◆ Task details: In the entries below, find each line with the string "nodes" and copy it.

*** Task inputs Section Begins ***

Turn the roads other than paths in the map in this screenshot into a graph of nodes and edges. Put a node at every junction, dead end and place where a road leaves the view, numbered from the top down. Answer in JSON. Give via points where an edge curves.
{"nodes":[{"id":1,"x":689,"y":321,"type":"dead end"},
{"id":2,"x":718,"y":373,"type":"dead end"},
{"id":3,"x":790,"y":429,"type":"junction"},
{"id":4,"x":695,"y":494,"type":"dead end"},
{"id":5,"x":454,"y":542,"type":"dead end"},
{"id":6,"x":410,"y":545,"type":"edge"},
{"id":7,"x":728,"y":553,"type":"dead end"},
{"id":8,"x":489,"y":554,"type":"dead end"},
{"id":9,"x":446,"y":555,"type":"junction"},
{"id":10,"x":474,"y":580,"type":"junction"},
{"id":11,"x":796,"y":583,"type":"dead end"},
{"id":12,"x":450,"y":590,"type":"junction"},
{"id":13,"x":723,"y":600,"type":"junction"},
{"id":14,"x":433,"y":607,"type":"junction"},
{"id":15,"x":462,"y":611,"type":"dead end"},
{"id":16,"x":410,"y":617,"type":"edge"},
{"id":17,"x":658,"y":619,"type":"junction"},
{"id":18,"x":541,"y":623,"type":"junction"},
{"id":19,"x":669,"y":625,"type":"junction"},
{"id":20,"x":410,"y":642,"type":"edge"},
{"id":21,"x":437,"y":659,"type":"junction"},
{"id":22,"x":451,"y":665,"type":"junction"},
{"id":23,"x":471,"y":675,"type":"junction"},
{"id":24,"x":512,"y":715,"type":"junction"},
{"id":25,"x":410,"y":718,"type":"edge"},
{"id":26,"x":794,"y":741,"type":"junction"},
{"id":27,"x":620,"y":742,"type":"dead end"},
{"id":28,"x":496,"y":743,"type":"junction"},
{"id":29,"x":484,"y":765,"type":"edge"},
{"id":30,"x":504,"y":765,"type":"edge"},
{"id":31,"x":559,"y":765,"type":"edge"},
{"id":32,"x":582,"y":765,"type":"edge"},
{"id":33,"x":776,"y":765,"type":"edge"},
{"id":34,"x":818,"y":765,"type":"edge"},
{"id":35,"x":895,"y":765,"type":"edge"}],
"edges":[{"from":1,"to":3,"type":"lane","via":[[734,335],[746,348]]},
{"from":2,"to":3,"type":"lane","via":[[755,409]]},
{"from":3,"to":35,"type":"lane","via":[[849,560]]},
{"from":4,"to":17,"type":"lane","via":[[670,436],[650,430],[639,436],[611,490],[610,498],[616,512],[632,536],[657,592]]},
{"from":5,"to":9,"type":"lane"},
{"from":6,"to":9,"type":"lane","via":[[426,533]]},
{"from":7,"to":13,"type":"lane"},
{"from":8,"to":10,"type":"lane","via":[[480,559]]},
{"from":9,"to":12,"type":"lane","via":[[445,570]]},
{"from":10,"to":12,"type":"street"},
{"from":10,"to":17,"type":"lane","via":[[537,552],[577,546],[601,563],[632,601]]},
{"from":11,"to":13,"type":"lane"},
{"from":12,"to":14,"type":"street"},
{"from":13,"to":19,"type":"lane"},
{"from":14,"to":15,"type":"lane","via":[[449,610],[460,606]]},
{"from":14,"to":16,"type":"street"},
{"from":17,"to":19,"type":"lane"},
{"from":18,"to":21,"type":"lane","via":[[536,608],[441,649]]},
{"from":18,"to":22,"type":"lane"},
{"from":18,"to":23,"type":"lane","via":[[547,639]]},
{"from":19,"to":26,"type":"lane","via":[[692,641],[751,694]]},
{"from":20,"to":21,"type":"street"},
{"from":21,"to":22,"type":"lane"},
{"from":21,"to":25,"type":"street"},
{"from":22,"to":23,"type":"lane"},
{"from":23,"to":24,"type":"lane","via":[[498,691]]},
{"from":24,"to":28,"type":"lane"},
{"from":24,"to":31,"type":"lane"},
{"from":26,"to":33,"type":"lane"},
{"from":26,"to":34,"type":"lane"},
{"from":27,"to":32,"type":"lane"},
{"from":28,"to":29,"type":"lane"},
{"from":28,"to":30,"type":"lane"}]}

*** Task inputs Section Ends ***

◆ Solution to this problem:
Turn the roads other than paths in the map in this screenshot into a graph of nodes and edges. Put a node at every junction, dead end and place where a road leaves the view, numbered from the top down. Answer in JSON. Give via points where an edge curves.
{"nodes":[{"id":1,"x":689,"y":321,"type":"dead end"},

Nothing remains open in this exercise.